Jaki cooking skill level będzie potrzebny:
minimalny: Nie przypalasz wody na herbatę, nie wykipi Ci woda w garnku jak chcesz odgrzać zamrożone pierogi z Biedronki? Jajecznicę zrobisz i się nie zatrujesz? – to jest skill jakim musisz dysponować.
Jakie narzędzia będą potrzebne:
Nóż, coś do zrolowania nori (mata bambusowa na przykład)
Można kupić zestawy startowe do sushi, w sumie nie głupie nie kupowałem, możesz spróbować.

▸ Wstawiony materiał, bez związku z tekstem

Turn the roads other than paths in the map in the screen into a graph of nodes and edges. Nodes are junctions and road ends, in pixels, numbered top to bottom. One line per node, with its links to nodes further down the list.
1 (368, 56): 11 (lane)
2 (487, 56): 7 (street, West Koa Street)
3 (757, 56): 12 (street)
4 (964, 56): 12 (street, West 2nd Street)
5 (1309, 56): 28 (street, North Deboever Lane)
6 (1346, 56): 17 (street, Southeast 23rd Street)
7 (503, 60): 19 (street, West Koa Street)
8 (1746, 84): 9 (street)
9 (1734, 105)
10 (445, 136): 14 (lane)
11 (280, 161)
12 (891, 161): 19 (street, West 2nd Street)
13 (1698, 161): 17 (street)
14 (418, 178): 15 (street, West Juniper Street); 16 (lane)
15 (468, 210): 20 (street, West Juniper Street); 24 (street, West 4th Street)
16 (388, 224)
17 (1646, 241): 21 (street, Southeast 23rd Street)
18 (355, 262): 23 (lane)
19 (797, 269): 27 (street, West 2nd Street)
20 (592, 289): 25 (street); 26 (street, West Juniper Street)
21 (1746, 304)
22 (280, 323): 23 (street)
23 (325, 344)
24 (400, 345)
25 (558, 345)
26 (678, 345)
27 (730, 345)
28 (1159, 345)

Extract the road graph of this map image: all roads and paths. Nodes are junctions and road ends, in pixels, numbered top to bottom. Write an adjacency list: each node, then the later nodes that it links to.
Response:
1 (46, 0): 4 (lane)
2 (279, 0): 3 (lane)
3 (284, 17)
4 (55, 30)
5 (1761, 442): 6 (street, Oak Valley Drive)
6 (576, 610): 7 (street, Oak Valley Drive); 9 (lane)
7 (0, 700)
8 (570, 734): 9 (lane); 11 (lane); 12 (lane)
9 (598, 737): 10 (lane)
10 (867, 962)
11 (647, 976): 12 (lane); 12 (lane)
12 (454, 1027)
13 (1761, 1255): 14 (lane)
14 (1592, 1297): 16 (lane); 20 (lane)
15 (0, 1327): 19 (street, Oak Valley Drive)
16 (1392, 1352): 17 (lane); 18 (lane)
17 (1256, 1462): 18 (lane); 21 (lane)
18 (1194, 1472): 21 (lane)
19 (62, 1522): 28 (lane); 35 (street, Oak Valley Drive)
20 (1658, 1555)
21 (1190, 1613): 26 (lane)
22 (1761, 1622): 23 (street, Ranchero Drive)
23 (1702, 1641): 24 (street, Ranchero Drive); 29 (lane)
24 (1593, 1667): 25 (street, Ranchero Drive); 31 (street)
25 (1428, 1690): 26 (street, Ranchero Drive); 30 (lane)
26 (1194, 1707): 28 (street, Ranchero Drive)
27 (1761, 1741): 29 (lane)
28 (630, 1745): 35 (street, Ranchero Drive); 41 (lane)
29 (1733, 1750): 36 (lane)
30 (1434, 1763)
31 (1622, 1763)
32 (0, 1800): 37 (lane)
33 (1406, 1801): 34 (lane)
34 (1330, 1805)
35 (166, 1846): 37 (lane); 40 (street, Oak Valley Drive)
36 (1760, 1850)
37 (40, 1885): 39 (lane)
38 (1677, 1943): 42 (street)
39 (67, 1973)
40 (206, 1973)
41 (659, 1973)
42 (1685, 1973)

Jakie produkty będą potrzebne:
zależy co lubisz i co chcesz zjeść, podstawowe to nori (sprasowane liście alg morskich) i ryż do sushi (tylko nie kupuj zwykłego ryżu! bo nie wyjdzie) reszta to dowolność: ryby warzywa które lubisz, owoce morza (w sensie inne niż ryby).

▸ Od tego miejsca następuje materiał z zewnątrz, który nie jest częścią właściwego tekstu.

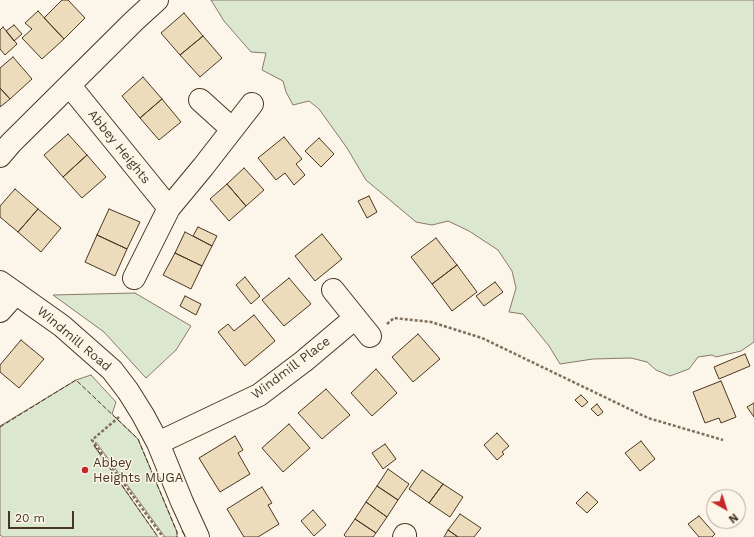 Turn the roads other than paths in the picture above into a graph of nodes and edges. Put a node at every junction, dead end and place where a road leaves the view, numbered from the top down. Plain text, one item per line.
1 (157, 0) edge
2 (70, 86) junction
3 (200, 100) dead end
4 (252, 104) dead end
5 (232, 129) junction
6 (0, 156) edge
7 (169, 208) junction
8 (134, 278) dead end
9 (8, 287) edge
10 (333, 290) dead end
11 (0, 311) edge
12 (355, 318) junction
13 (370, 336) road end
14 (158, 443) junction
15 (198, 537) edge

1 - 2 street
2 - 6 street
2 - 7 street, Abbey Heights
3 - 5 street
4 - 5 street
5 - 7 street
7 - 8 street
9 - 11 street
9 - 14 street, Windmill Road
10 - 12 street
12 - 13 street
12 - 14 street, Windmill Place
14 - 15 street, Windmill Road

Uproszczona lista zakupów:
Futumaki (czyli ryż i 4 składniki zawinięte w nori)
– ryż do sushi (100g na osobę)
– sushi nori (algi w które zawiniemy ryż ze składnikami)
– ocet ryżowy (może być winny jabłkowy na przykład)
– matę bambusową czy inny coś innego tam do zwinięcia w rolki
– wasabi
– marynowany imbir (biały, różowy)
– sos sojowy (ważne żeby był dobry a nie tani np. kikkoman, yamasa)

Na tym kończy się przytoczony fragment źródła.